(Stored data entries)
________________
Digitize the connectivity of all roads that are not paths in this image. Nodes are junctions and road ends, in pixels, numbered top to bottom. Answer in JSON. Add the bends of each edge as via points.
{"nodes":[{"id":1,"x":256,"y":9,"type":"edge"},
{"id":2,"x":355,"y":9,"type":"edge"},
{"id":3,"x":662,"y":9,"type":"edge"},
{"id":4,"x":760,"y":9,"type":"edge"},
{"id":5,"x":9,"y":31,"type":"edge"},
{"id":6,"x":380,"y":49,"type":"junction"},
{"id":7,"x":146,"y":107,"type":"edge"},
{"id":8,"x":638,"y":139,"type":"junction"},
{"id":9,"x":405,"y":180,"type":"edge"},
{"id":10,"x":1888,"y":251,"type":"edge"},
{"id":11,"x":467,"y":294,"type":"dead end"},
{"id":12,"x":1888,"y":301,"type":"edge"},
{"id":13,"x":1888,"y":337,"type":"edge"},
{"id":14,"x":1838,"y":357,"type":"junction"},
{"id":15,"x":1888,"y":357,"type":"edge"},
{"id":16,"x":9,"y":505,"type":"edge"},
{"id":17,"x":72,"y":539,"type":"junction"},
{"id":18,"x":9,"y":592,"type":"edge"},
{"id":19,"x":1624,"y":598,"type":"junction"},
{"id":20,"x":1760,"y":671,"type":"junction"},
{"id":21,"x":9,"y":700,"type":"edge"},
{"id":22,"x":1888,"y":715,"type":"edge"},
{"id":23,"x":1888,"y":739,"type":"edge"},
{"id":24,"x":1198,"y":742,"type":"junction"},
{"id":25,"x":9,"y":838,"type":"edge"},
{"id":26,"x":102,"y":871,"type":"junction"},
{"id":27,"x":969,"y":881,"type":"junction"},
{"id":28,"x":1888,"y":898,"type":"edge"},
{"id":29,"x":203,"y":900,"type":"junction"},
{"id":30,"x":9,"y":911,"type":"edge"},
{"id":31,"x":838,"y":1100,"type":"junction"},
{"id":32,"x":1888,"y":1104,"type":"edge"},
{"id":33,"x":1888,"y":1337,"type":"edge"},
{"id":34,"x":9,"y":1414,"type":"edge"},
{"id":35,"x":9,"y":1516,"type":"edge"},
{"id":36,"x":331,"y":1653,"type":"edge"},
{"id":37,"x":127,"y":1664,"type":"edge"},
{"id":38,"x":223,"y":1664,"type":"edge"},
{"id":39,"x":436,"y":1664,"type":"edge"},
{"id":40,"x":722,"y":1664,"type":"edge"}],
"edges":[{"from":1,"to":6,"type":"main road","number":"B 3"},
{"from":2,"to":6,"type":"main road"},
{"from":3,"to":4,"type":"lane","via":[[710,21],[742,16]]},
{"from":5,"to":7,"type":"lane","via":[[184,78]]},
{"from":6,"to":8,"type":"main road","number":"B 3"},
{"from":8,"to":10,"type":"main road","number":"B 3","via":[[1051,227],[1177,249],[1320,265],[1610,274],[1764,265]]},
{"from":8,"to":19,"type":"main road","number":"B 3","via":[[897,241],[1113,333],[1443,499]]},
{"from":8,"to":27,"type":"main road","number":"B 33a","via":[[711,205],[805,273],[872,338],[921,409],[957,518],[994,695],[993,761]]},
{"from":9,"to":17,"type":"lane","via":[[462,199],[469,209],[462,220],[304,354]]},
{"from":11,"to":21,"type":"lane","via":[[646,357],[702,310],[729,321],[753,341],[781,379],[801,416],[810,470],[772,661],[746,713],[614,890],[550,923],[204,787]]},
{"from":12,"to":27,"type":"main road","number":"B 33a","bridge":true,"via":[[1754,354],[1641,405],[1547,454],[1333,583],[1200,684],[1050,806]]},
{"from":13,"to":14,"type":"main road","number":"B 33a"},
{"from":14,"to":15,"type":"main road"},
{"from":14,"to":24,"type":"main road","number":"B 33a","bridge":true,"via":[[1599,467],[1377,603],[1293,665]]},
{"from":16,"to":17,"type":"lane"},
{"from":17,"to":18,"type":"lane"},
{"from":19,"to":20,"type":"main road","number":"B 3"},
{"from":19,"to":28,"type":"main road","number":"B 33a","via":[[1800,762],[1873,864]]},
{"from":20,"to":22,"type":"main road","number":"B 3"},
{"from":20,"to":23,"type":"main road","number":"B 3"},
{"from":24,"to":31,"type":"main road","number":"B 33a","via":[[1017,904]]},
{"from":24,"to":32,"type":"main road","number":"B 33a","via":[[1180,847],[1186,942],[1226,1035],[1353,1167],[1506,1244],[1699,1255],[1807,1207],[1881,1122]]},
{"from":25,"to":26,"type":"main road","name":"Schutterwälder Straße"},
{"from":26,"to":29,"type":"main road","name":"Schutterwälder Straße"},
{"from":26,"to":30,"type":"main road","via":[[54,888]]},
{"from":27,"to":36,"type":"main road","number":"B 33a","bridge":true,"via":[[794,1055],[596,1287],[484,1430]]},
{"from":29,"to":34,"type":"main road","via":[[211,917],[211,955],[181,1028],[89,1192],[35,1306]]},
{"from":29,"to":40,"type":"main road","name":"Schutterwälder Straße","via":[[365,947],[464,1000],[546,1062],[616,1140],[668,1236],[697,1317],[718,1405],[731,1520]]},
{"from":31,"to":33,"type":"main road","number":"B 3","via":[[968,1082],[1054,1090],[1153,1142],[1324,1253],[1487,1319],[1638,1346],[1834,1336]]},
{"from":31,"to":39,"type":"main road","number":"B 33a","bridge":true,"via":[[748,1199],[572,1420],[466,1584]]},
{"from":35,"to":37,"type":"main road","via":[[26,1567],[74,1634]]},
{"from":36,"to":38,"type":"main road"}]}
________________
▶ Problem statement
Retype each of the preceding records exactly as printed.

▶ Response for this exercise
Digitize the connectivity of all roads that are not paths in this image. Nodes are junctions and road ends, in pixels, numbered top to bottom. Answer in JSON. Add the bends of each edge as via points.
{"nodes":[{"id":1,"x":256,"y":9,"type":"edge"},
{"id":2,"x":355,"y":9,"type":"edge"},
{"id":3,"x":662,"y":9,"type":"edge"},
{"id":4,"x":760,"y":9,"type":"edge"},
{"id":5,"x":9,"y":31,"type":"edge"},
{"id":6,"x":380,"y":49,"type":"junction"},
{"id":7,"x":146,"y":107,"type":"edge"},
{"id":8,"x":638,"y":139,"type":"junction"},
{"id":9,"x":405,"y":180,"type":"edge"},
{"id":10,"x":1888,"y":251,"type":"edge"},
{"id":11,"x":467,"y":294,"type":"dead end"},
{"id":12,"x":1888,"y":301,"type":"edge"},
{"id":13,"x":1888,"y":337,"type":"edge"},
{"id":14,"x":1838,"y":357,"type":"junction"},
{"id":15,"x":1888,"y":357,"type":"edge"},
{"id":16,"x":9,"y":505,"type":"edge"},
{"id":17,"x":72,"y":539,"type":"junction"},
{"id":18,"x":9,"y":592,"type":"edge"},
{"id":19,"x":1624,"y":598,"type":"junction"},
{"id":20,"x":1760,"y":671,"type":"junction"},
{"id":21,"x":9,"y":700,"type":"edge"},
{"id":22,"x":1888,"y":715,"type":"edge"},
{"id":23,"x":1888,"y":739,"type":"edge"},
{"id":24,"x":1198,"y":742,"type":"junction"},
{"id":25,"x":9,"y":838,"type":"edge"},
{"id":26,"x":102,"y":871,"type":"junction"},
{"id":27,"x":969,"y":881,"type":"junction"},
{"id":28,"x":1888,"y":898,"type":"edge"},
{"id":29,"x":203,"y":900,"type":"junction"},
{"id":30,"x":9,"y":911,"type":"edge"},
{"id":31,"x":838,"y":1100,"type":"junction"},
{"id":32,"x":1888,"y":1104,"type":"edge"},
{"id":33,"x":1888,"y":1337,"type":"edge"},
{"id":34,"x":9,"y":1414,"type":"edge"},
{"id":35,"x":9,"y":1516,"type":"edge"},
{"id":36,"x":331,"y":1653,"type":"edge"},
{"id":37,"x":127,"y":1664,"type":"edge"},
{"id":38,"x":223,"y":1664,"type":"edge"},
{"id":39,"x":436,"y":1664,"type":"edge"},
{"id":40,"x":722,"y":1664,"type":"edge"}],
"edges":[{"from":1,"to":6,"type":"main road","number":"B 3"},
{"from":2,"to":6,"type":"main road"},
{"from":3,"to":4,"type":"lane","via":[[710,21],[742,16]]},
{"from":5,"to":7,"type":"lane","via":[[184,78]]},
{"from":6,"to":8,"type":"main road","number":"B 3"},
{"from":8,"to":10,"type":"main road","number":"B 3","via":[[1051,227],[1177,249],[1320,265],[1610,274],[1764,265]]},
{"from":8,"to":19,"type":"main road","number":"B 3","via":[[897,241],[1113,333],[1443,499]]},
{"from":8,"to":27,"type":"main road","number":"B 33a","via":[[711,205],[805,273],[872,338],[921,409],[957,518],[994,695],[993,761]]},
{"from":9,"to":17,"type":"lane","via":[[462,199],[469,209],[462,220],[304,354]]},
{"from":11,"to":21,"type":"lane","via":[[646,357],[702,310],[729,321],[753,341],[781,379],[801,416],[810,470],[772,661],[746,713],[614,890],[550,923],[204,787]]},
{"from":12,"to":27,"type":"main road","number":"B 33a","bridge":true,"via":[[1754,354],[1641,405],[1547,454],[1333,583],[1200,684],[1050,806]]},
{"from":13,"to":14,"type":"main road","number":"B 33a"},
{"from":14,"to":15,"type":"main road"},
{"from":14,"to":24,"type":"main road","number":"B 33a","bridge":true,"via":[[1599,467],[1377,603],[1293,665]]},
{"from":16,"to":17,"type":"lane"},
{"from":17,"to":18,"type":"lane"},
{"from":19,"to":20,"type":"main road","number":"B 3"},
{"from":19,"to":28,"type":"main road","number":"B 33a","via":[[1800,762],[1873,864]]},
{"from":20,"to":22,"type":"main road","number":"B 3"},
{"from":20,"to":23,"type":"main road","number":"B 3"},
{"from":24,"to":31,"type":"main road","number":"B 33a","via":[[1017,904]]},
{"from":24,"to":32,"type":"main road","number":"B 33a","via":[[1180,847],[1186,942],[1226,1035],[1353,1167],[1506,1244],[1699,1255],[1807,1207],[1881,1122]]},
{"from":25,"to":26,"type":"main road","name":"Schutterwälder Straße"},
{"from":26,"to":29,"type":"main road","name":"Schutterwälder Straße"},
{"from":26,"to":30,"type":"main road","via":[[54,888]]},
{"from":27,"to":36,"type":"main road","number":"B 33a","bridge":true,"via":[[794,1055],[596,1287],[484,1430]]},
{"from":29,"to":34,"type":"main road","via":[[211,917],[211,955],[181,1028],[89,1192],[35,1306]]},
{"from":29,"to":40,"type":"main road","name":"Schutterwälder Straße","via":[[365,947],[464,1000],[546,1062],[616,1140],[668,1236],[697,1317],[718,1405],[731,1520]]},
{"from":31,"to":33,"type":"main road","number":"B 3","via":[[968,1082],[1054,1090],[1153,1142],[1324,1253],[1487,1319],[1638,1346],[1834,1336]]},
{"from":31,"to":39,"type":"main road","number":"B 33a","bridge":true,"via":[[748,1199],[572,1420],[466,1584]]},
{"from":35,"to":37,"type":"main road","via":[[26,1567],[74,1634]]},
{"from":36,"to":38,"type":"main road"}]}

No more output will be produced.